Material supplied:
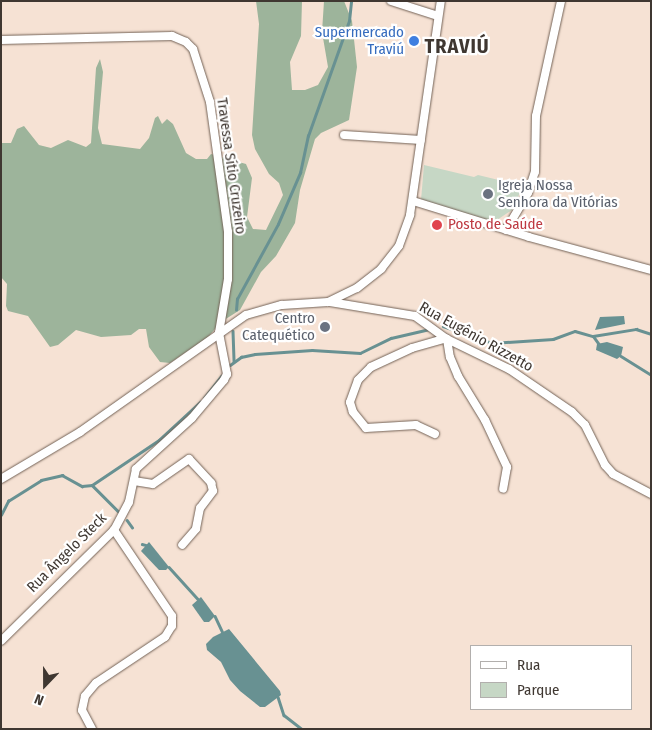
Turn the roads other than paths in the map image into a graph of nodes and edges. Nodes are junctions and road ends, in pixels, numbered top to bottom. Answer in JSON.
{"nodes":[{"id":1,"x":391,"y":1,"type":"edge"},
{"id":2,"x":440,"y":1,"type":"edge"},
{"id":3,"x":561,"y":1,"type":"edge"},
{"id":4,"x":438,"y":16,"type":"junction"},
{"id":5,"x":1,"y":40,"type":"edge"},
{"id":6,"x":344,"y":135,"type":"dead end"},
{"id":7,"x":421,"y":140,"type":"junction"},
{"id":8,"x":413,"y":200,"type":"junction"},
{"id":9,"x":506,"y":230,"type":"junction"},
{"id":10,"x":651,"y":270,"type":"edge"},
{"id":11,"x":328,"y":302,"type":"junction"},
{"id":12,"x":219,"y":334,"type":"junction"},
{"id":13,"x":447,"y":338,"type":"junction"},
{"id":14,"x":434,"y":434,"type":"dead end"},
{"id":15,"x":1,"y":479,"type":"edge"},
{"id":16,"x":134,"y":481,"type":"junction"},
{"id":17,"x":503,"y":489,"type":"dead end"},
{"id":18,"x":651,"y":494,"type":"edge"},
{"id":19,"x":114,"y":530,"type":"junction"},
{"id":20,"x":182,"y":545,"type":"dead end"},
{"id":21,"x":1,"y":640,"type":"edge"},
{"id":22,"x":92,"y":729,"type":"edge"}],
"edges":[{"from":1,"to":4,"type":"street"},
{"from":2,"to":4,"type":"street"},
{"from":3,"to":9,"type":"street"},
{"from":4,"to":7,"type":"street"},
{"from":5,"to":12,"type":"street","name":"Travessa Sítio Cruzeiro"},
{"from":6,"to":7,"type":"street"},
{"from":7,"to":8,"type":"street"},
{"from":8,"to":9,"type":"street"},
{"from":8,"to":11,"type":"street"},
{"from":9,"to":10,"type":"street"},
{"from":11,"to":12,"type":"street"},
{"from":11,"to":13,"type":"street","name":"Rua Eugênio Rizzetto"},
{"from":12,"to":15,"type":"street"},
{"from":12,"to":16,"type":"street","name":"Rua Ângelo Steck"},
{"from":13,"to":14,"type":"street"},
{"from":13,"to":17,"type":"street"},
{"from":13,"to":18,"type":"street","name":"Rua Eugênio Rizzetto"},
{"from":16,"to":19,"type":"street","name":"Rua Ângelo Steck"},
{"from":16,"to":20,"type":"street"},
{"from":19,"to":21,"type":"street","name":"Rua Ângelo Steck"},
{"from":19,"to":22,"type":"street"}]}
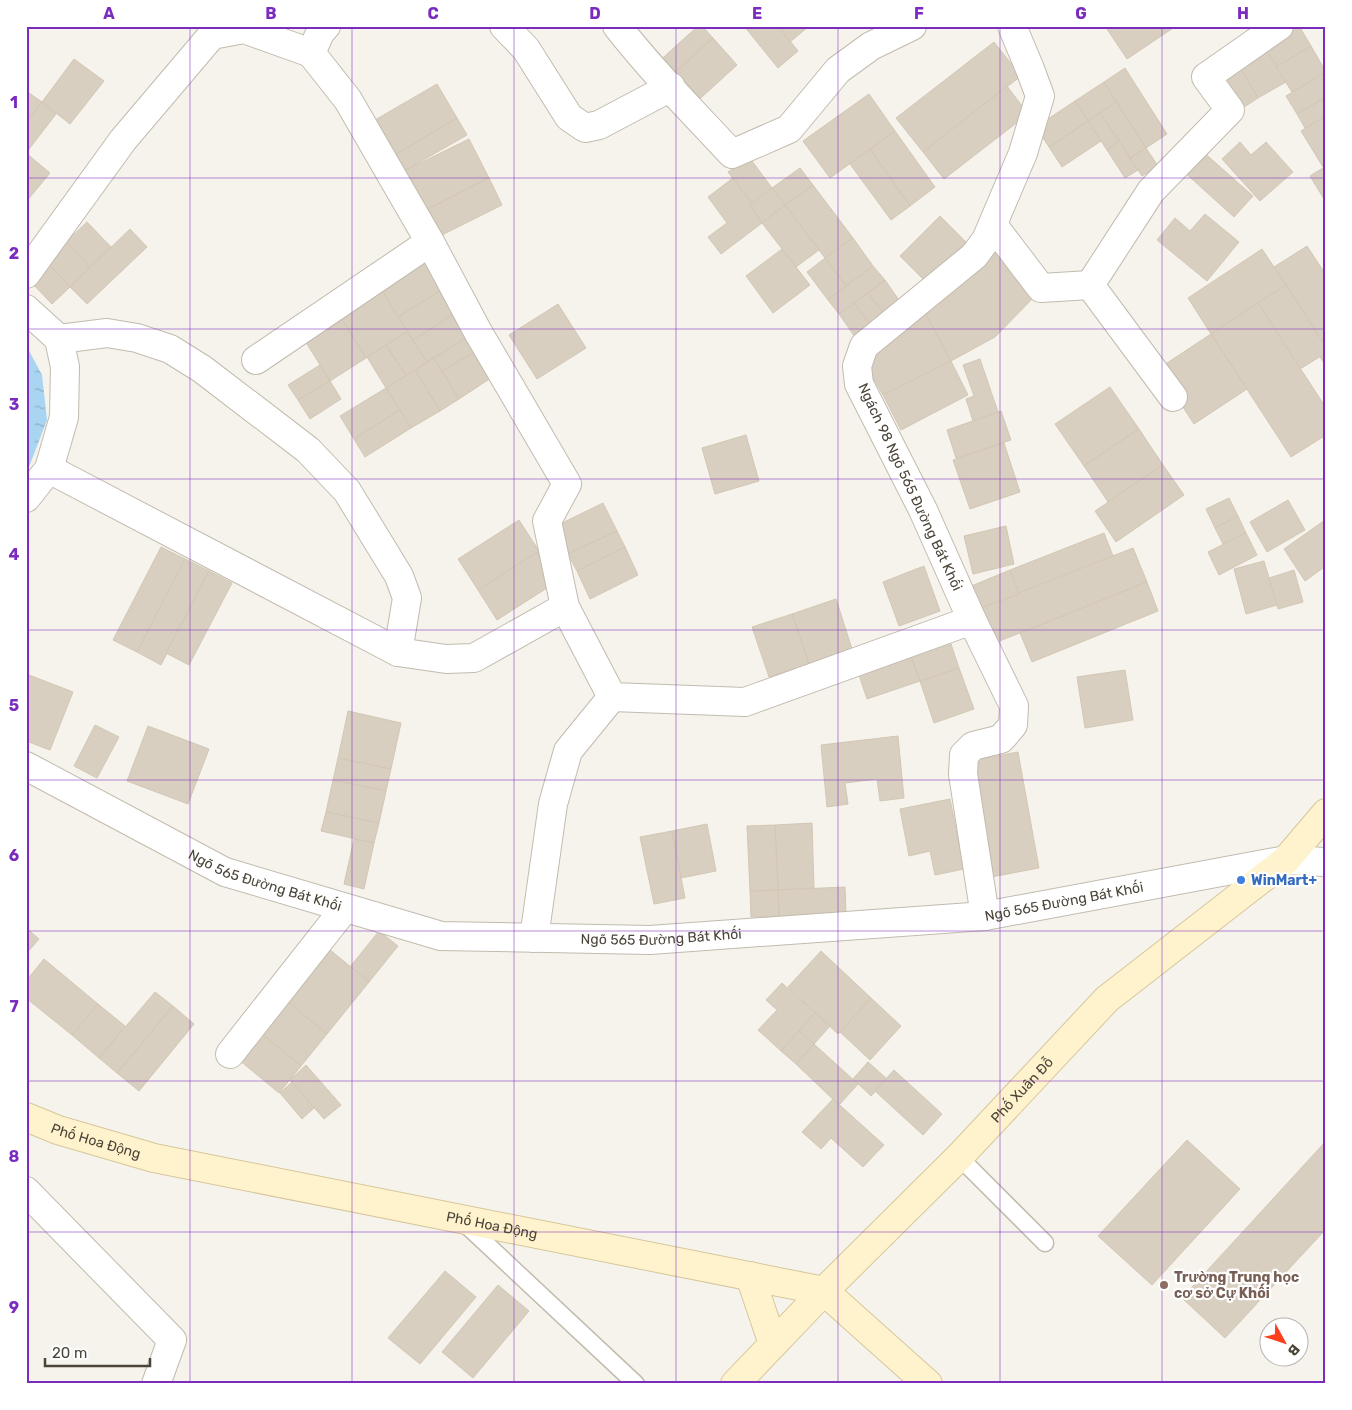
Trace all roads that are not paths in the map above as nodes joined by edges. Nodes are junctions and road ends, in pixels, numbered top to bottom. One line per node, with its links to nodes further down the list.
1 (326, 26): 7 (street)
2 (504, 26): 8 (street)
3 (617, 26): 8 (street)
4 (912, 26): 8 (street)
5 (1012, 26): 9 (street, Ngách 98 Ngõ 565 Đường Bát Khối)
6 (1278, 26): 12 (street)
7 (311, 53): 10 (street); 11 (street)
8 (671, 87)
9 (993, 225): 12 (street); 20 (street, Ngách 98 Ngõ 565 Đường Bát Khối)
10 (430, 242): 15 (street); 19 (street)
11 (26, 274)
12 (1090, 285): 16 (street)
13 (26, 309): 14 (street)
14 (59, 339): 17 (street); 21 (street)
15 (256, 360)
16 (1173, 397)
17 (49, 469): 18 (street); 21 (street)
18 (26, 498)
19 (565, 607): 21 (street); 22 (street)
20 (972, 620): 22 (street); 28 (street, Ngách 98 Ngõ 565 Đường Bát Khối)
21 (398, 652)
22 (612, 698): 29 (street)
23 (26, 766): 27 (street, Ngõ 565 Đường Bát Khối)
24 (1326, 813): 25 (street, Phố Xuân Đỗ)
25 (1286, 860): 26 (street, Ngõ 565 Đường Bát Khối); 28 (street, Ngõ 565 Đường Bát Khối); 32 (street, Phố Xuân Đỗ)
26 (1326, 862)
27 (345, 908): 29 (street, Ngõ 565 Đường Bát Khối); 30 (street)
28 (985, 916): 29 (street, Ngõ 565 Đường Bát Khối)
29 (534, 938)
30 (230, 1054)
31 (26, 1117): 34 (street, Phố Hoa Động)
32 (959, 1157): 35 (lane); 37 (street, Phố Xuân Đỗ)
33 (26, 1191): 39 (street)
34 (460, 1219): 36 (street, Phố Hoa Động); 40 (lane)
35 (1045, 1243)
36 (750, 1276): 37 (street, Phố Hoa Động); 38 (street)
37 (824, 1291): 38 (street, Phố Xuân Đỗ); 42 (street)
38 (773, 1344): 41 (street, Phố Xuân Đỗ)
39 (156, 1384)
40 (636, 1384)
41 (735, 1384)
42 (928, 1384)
...
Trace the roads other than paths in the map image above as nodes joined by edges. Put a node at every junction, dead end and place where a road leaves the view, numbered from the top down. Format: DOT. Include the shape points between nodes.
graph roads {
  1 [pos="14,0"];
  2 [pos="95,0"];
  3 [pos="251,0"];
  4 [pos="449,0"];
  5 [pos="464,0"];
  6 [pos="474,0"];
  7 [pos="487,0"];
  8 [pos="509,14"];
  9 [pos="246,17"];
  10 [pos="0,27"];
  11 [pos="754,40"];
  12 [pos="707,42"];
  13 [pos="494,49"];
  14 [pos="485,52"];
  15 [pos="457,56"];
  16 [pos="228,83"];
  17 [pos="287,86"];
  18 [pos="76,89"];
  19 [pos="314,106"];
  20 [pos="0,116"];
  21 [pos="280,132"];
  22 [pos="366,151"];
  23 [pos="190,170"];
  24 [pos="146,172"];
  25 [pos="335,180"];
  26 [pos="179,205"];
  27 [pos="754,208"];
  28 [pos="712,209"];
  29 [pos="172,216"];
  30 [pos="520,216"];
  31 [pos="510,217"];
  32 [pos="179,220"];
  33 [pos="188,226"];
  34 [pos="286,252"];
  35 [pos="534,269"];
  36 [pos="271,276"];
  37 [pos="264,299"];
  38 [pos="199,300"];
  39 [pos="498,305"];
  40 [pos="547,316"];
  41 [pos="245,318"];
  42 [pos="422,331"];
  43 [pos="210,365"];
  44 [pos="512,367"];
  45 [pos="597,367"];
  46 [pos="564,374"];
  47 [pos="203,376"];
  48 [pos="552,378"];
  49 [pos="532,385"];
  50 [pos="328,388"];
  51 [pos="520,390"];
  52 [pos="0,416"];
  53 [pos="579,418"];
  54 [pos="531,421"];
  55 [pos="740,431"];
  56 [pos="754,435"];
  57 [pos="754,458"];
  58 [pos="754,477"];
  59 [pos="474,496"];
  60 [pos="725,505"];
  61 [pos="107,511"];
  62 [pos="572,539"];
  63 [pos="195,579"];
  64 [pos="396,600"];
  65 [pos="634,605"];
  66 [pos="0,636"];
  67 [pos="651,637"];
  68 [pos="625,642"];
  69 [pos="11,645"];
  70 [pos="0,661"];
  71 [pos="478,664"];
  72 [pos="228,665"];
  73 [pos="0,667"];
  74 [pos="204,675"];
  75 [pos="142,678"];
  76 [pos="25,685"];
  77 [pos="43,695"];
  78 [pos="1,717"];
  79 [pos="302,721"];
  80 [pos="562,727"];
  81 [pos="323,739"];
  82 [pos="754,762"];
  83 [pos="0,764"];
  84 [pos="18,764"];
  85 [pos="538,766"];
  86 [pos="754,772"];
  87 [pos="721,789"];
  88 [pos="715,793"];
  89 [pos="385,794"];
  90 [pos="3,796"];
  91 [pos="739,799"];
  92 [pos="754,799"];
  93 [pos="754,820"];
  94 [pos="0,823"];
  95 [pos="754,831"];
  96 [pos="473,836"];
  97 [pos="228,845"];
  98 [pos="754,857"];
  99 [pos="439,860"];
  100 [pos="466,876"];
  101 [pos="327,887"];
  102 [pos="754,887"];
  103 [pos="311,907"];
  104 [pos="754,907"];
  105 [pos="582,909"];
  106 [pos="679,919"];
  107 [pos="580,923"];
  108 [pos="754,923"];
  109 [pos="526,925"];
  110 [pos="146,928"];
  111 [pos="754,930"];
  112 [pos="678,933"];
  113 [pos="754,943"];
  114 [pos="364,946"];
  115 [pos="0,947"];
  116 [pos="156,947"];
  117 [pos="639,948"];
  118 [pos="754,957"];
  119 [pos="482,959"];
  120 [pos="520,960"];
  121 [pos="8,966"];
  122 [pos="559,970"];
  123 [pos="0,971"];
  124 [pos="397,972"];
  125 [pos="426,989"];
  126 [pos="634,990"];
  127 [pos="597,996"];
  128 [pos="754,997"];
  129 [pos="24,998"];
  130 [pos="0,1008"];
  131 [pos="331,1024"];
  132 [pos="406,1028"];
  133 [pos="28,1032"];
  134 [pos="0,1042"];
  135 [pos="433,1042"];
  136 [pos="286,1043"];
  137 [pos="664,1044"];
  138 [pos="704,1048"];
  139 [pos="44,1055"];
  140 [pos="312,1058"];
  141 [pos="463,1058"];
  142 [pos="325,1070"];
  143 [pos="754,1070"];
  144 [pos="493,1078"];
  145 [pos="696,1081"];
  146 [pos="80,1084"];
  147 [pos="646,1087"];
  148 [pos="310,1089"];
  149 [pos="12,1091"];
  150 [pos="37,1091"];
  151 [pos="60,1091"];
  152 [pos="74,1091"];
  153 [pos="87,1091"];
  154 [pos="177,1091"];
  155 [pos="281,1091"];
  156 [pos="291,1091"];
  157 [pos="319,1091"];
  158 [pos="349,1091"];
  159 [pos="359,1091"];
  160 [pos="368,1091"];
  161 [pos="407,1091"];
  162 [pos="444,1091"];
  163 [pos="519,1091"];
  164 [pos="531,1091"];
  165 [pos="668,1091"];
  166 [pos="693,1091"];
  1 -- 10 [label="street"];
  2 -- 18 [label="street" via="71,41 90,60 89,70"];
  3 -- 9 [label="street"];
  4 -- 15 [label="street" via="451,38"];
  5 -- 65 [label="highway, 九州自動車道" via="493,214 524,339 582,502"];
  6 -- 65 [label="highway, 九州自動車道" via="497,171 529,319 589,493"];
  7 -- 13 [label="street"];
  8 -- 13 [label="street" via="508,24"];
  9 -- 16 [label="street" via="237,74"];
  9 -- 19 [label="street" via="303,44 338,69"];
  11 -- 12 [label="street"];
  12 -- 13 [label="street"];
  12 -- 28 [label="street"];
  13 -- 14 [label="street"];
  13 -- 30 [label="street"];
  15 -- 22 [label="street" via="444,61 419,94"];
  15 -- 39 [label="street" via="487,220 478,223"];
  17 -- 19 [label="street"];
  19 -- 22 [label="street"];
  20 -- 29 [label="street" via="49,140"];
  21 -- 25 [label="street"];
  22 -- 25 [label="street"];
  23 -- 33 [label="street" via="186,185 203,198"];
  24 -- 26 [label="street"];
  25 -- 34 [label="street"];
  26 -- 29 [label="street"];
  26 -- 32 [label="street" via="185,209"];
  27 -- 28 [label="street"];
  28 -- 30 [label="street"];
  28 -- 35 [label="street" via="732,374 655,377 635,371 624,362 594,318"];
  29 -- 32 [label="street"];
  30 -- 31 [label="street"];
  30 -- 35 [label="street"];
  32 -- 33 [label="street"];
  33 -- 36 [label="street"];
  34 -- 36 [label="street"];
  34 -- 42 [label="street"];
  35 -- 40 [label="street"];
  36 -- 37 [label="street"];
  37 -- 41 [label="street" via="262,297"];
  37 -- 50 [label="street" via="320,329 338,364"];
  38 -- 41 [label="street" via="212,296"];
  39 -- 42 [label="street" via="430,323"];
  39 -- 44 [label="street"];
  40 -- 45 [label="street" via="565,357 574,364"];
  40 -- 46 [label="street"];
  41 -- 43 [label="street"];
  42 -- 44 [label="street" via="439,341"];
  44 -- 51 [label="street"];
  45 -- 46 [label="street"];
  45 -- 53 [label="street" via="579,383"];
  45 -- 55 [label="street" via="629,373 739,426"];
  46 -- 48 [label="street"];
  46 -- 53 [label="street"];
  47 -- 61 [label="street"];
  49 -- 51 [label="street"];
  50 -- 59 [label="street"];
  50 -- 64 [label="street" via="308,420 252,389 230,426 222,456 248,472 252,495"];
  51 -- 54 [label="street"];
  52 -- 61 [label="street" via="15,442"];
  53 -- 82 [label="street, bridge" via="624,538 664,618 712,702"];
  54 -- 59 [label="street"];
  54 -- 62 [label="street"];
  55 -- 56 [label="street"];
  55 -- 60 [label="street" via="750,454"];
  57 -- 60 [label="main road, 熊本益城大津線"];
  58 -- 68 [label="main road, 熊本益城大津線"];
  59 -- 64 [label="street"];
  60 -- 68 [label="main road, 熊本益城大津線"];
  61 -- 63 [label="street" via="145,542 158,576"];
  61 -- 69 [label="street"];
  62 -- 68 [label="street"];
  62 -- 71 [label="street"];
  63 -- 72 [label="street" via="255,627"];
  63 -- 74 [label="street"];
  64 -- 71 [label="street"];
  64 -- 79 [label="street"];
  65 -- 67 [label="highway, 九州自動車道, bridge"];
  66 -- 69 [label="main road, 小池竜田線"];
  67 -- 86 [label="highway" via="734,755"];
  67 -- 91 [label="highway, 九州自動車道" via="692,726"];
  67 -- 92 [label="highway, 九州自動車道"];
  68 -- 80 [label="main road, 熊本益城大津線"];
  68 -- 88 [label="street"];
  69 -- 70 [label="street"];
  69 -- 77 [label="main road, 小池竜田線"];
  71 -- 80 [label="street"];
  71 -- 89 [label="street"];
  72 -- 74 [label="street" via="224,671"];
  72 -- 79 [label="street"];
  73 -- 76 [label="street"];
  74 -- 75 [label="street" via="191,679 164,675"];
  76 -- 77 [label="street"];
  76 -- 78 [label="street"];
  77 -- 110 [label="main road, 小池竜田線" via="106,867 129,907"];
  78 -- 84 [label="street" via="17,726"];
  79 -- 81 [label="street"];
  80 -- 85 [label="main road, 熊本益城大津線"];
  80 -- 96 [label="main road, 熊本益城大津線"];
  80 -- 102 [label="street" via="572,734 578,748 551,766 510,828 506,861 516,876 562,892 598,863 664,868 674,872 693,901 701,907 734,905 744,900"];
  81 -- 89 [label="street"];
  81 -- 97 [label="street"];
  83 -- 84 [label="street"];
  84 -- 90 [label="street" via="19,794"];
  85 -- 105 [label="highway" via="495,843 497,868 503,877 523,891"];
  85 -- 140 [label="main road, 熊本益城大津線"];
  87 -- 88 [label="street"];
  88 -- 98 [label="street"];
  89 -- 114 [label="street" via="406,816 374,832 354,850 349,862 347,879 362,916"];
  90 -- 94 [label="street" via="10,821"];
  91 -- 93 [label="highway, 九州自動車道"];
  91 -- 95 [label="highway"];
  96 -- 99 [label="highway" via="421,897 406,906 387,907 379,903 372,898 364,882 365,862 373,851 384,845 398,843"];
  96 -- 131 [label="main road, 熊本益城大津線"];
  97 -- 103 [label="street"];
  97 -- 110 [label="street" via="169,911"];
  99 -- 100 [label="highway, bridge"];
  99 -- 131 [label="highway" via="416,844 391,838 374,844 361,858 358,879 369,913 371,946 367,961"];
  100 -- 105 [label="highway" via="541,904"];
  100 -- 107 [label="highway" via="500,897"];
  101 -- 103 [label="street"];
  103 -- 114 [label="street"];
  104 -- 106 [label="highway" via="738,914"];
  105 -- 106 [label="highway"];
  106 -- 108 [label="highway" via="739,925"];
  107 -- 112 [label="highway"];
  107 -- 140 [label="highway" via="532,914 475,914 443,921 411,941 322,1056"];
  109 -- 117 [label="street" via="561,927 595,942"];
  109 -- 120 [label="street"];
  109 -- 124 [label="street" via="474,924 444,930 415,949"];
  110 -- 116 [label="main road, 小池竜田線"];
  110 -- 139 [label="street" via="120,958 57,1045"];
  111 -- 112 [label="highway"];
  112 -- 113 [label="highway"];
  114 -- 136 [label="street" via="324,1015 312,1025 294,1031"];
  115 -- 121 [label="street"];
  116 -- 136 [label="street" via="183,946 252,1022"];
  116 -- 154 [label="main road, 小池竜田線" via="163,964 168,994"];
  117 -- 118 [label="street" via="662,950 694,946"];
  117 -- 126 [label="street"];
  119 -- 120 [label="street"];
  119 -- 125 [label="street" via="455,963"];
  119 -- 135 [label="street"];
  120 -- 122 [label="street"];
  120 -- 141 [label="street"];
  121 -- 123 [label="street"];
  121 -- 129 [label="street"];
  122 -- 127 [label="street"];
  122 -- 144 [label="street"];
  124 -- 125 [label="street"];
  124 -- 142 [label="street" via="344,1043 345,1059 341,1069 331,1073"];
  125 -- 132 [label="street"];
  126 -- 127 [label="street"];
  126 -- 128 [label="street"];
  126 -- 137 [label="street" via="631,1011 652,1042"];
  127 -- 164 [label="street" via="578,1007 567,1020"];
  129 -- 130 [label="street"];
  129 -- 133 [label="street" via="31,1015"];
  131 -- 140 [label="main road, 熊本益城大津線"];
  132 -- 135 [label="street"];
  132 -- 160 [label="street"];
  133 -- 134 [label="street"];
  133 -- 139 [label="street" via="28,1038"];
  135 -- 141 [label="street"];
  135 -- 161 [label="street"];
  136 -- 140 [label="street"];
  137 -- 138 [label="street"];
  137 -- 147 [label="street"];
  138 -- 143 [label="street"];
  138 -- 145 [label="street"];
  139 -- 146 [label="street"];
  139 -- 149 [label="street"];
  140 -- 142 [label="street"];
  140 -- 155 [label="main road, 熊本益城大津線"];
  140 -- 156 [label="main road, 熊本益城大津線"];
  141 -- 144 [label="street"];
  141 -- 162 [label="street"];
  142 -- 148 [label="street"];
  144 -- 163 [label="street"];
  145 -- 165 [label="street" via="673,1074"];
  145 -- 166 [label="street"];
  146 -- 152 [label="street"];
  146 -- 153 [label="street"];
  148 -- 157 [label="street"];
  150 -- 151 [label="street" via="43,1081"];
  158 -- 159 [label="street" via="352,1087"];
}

What you need to do: Copy out each line of the entries above that holds "lane".

Response:
32 (959, 1157): 35 (lane); 37 (street, Phố Xuân Đỗ)
34 (460, 1219): 36 (street, Phố Hoa Động); 40 (lane)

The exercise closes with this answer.